Longtemps plébiscité pour ses propriétés anti-inflammatoires et antioxydantes, le curcuma, et plus précisément sa molécule active, la curcumine, est aujourd’hui au cœur d’une polémique sanitaire. Top Santé souligne que des cas d’hépatites aiguës ont été documentés après sa consommation sous forme de compléments. En France, en Italie et aux États-Unis, plusieurs patients ont développé des symptômes graves, nécessitant une prise en charge médicale urgente. « Ces cas montrent que ce qui est présenté comme un produit naturel peut, dans certaines conditions, avoir des effets délétères », a déclaré un expert en pharmacologie cité par la revue.

Les compléments à base de curcuma sont souvent commercialisés avec des allégations marketing fortes, comme « détox foie » ou « purification de l’organisme ». Pourtant, leur consommation régulière et à haute dose pourrait, à l’inverse, endommager le foie. Les mécanismes en jeu restent encore partiellement incompris, mais les experts évoquent une possible toxicité hépatique en cas de surdosage ou d’interactions médicamenteuses. « On observe une augmentation des signalements d’effets indésirables depuis cinq ans, ce qui n’est pas anodin », précise un médecin hépatologue interrogé par Top Santé.

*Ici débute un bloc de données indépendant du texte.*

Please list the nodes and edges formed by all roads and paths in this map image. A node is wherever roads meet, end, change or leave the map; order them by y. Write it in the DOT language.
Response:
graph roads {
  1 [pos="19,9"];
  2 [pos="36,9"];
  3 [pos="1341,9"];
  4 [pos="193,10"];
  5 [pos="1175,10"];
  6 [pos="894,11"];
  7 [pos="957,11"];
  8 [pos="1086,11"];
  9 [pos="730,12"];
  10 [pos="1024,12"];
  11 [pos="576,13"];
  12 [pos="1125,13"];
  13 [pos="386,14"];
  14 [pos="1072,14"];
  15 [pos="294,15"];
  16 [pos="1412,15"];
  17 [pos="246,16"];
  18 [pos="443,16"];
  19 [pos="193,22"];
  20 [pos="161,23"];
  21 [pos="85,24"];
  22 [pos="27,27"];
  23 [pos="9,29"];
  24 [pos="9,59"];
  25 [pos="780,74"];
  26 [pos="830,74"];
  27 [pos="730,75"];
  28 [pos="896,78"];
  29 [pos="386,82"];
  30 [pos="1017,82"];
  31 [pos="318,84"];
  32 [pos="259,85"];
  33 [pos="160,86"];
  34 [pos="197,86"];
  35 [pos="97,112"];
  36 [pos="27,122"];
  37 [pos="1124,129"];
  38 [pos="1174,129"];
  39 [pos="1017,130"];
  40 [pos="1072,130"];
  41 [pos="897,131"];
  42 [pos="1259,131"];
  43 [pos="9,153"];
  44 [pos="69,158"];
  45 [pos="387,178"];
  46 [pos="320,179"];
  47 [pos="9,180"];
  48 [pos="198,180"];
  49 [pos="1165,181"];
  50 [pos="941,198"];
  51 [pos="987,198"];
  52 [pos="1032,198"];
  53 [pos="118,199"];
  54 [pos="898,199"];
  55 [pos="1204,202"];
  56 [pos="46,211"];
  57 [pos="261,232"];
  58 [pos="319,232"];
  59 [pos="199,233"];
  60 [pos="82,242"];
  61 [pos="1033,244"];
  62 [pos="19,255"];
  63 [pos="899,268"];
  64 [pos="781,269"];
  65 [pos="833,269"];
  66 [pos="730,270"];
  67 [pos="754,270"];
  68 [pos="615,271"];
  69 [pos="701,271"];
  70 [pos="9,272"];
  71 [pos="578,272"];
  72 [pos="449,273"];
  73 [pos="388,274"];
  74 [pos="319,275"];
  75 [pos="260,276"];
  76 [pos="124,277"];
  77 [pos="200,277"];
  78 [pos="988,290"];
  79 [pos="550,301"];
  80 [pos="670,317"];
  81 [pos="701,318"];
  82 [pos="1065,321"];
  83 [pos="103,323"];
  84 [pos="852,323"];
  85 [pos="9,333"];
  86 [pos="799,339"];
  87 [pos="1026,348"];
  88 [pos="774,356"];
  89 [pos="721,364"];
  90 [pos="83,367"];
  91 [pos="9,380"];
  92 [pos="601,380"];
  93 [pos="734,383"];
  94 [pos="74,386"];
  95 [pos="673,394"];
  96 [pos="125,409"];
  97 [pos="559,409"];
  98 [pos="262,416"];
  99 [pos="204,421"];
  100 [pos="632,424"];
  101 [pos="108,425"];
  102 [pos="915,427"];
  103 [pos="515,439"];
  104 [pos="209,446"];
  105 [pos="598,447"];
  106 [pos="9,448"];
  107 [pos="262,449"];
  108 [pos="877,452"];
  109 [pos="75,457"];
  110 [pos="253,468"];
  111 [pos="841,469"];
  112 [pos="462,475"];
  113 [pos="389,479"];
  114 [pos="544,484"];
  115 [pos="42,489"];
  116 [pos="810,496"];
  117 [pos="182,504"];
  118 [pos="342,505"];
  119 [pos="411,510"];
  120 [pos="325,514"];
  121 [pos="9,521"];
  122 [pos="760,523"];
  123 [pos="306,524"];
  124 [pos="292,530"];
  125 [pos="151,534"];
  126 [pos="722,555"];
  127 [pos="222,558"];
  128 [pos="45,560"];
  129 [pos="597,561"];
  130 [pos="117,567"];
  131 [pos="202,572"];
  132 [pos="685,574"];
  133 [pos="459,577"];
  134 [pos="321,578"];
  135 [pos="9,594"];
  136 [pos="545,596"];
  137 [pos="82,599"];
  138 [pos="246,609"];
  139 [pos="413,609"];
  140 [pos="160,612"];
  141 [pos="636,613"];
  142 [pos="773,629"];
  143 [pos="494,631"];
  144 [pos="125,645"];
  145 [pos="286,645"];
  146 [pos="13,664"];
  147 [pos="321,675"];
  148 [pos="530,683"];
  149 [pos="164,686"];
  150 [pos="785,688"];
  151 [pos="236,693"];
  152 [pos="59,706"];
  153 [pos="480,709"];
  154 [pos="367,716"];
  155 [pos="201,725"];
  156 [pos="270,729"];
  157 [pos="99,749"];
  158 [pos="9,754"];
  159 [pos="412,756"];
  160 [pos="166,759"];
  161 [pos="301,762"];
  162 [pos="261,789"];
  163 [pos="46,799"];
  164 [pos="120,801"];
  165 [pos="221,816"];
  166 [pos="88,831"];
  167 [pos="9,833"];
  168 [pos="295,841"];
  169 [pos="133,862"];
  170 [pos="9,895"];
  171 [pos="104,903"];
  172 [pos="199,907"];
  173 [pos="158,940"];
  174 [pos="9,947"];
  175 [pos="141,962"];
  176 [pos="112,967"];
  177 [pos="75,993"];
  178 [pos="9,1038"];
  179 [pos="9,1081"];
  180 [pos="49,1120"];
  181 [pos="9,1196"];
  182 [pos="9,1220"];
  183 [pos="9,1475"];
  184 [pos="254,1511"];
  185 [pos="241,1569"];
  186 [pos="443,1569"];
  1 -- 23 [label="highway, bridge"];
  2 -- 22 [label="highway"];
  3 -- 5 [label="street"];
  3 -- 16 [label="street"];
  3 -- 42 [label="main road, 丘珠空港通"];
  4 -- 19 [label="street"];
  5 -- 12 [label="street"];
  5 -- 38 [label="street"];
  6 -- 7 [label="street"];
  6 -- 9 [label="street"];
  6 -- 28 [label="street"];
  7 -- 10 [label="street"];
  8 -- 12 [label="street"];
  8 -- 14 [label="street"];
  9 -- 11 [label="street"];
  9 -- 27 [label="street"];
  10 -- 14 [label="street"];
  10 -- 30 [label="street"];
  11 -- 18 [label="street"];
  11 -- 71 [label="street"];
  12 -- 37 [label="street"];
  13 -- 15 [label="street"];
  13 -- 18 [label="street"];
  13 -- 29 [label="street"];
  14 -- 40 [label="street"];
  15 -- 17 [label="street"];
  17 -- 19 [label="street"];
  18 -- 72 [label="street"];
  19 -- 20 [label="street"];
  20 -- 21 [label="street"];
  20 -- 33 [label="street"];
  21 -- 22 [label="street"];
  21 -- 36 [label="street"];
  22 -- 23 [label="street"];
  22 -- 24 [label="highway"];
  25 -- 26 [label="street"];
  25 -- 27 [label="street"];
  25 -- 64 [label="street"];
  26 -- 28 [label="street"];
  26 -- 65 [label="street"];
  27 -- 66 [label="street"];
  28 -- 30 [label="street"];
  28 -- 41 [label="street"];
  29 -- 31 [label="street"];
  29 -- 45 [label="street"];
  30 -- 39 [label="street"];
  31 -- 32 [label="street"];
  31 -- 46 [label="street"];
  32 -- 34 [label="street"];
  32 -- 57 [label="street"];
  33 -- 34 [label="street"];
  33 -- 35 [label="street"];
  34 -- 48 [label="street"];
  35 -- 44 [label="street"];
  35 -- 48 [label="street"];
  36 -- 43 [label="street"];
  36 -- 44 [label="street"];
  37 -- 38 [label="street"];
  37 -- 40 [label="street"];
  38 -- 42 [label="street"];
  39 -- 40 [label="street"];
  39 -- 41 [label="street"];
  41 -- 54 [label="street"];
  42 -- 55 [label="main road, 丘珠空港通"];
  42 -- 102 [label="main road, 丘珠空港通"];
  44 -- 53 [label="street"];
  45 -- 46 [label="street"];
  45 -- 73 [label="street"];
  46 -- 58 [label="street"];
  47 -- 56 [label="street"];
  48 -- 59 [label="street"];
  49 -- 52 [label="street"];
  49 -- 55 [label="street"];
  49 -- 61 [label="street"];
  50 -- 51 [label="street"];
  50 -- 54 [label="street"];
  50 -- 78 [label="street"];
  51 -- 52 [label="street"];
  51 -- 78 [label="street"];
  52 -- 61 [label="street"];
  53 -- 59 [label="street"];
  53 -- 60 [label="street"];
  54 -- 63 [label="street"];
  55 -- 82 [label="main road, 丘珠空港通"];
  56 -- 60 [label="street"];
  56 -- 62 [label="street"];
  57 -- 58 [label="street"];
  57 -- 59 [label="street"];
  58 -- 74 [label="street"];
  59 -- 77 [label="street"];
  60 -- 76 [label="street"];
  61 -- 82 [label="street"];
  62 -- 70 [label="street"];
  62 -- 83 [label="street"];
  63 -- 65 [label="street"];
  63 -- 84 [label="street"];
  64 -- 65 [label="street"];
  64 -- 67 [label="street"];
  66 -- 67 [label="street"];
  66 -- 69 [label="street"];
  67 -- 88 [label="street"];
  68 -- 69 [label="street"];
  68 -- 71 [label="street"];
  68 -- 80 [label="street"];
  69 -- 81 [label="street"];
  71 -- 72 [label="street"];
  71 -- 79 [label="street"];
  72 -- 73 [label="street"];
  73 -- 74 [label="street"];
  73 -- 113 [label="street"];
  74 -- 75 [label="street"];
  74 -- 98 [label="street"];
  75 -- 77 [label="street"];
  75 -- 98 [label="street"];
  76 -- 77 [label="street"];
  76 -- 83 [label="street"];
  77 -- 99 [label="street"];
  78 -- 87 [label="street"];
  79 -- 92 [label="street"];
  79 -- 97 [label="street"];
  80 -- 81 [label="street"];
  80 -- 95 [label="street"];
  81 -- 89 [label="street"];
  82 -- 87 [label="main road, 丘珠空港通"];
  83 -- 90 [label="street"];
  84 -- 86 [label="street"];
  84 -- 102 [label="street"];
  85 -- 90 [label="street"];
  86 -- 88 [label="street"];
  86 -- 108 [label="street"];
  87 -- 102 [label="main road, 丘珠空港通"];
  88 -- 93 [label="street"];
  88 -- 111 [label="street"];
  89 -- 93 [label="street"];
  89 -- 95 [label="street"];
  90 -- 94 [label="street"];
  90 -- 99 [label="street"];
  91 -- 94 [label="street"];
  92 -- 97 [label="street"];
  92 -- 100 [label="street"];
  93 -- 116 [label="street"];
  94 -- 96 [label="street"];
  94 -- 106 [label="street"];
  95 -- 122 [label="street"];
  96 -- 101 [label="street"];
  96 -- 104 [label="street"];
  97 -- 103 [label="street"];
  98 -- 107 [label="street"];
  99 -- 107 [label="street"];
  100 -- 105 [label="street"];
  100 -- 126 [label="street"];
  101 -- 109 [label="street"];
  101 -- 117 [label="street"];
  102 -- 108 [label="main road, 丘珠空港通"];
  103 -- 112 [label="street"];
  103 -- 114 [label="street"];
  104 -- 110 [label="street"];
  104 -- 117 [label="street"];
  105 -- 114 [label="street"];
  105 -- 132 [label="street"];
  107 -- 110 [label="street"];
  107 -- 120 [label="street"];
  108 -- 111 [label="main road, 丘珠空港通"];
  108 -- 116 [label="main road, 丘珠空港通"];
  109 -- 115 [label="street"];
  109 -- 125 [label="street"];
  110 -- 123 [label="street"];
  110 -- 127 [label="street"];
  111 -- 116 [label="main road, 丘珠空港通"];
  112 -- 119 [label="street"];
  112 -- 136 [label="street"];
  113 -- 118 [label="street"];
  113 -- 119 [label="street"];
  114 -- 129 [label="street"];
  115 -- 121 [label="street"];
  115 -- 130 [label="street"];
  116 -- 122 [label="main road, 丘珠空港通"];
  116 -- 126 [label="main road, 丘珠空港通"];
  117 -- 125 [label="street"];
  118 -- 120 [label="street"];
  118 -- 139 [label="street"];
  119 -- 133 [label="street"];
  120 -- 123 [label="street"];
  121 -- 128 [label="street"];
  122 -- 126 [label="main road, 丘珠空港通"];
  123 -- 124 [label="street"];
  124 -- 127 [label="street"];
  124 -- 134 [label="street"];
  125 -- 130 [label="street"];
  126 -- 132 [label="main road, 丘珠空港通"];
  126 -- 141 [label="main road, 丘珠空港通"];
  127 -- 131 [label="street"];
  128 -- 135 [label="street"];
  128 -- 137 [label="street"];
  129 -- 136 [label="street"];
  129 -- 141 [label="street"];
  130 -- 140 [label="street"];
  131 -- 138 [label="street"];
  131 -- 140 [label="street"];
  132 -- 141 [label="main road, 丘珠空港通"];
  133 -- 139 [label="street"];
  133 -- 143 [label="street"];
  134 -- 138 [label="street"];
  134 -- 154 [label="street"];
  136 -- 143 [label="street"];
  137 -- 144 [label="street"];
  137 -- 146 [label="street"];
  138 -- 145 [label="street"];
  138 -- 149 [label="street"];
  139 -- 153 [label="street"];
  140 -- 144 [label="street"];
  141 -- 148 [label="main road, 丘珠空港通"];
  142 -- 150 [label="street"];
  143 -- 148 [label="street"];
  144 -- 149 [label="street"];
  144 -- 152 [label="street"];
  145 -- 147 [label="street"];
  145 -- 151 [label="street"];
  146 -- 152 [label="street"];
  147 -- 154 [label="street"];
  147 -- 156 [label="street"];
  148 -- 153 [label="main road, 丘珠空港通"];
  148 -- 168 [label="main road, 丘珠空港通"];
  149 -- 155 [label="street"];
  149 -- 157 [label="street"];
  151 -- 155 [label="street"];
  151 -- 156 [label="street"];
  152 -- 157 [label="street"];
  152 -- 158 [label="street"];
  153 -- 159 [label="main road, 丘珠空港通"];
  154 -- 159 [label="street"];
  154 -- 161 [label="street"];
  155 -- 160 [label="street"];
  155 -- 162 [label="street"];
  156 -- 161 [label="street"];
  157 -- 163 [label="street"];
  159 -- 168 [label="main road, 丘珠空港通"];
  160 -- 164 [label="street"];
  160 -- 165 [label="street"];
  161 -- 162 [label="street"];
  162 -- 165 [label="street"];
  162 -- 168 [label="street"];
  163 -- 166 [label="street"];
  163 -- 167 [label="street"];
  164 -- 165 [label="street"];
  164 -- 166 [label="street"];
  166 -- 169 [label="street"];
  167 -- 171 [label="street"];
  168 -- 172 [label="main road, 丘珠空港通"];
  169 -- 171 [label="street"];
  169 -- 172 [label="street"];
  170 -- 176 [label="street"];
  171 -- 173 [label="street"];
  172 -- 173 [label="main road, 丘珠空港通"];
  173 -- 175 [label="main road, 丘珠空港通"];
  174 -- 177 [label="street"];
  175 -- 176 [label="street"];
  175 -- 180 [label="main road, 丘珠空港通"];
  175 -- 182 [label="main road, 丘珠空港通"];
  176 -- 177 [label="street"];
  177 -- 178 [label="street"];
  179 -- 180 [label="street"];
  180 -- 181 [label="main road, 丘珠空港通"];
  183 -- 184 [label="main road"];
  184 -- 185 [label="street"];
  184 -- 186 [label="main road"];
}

Des hépatites aiguës documentées dans plusieurs pays

Les premiers signalements d’hépatites liées au curcuma remontent à plusieurs années. En 2021, les autorités sanitaires françaises avaient déjà émis une alerte après la réception de plusieurs cas. En Italie, des études menées par des centres hospitaliers ont confirmé le lien entre la consommation de compléments à base de curcuma et l’apparition de lésions hépatiques. Aux États-Unis, la Food and Drug Administration (FDA) a également enregistré des cas similaires, poussant certains États à renforcer leurs contrôles sur la commercialisation de ces produits.

Les symptômes rapportés incluent des douleurs abdominales, des nausées, une fatigue intense et, dans les cas les plus graves, une jaunisse. « Ces manifestations sont typiques d’une hépatite aiguë et doivent alerter immédiatement », explique un gastro-entérologue. Les patients concernés présentaient souvent un profil de consommateurs réguliers, parfois sur plusieurs mois, ce qui suggère que le risque augmente avec la durée et la quantité ingérée.

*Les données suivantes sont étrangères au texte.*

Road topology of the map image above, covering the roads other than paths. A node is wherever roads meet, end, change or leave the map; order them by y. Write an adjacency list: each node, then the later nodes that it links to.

Une méconnaissance des risques par les consommateurs

Malgré ces alertes, la consommation de compléments alimentaires à base de curcuma reste très répandue. Selon une enquête menée par Top Santé, près de 20 % des Français déclarent en avoir déjà consommé au moins une fois, souvent sur les conseils de proches ou via des influenceurs. « Il y a une méfiance généralisée envers les médicaments chimiques, mais une confiance aveugle dans les produits naturels, même lorsqu’ils ne sont pas encadrés par des études approfondies », note un sociologue spécialiste des comportements de santé.

Les autorités sanitaires rappellent que, comme tout complément alimentaire, ceux à base de curcuma ne sont pas soumis aux mêmes exigences strictes que les médicaments. « Leur innocuité n’est pas garantie à 100 %, et leur efficacité n’est pas toujours prouvée scientifiquement », souligne un porte-parole de l’Agence nationale de sécurité sanitaire (ANSES). Les professionnels de santé recommandent donc une consommation mesurée et, surtout, un avis médical en cas de doute ou de symptômes évocateurs.

Et maintenant ?

Face à l’augmentation des signalements, les autorités sanitaires pourraient renforcer les contrôles sur la commercialisation des compléments à base de curcuma. Une révision des allégations autorisées est envisagée, notamment pour limiter les mentions trompeuses comme « détox foie ». Par ailleurs, des campagnes d’information ciblées devraient être lancées pour sensibiliser les consommateurs aux risques potentiels. Une réunion est prévue en juin 2026 avec les représentants des industries pharmaceutique et agroalimentaire pour discuter des mesures à adopter.

En attendant, les experts appellent à la prudence. « Tant que les données scientifiques ne seront pas plus robustes, il est préférable de privilégier une alimentation équilibrée plutôt que des compléments », conclut un nutritionniste.

Les principaux symptômes incluent une fatigue intense, des douleurs abdominales, des nausées, une perte d’appétit et, dans les cas avancés, une jaunisse (coloration jaune de la peau et des yeux). Dès l’apparition de ces signes, il est recommandé de consulter un médecin sans délai.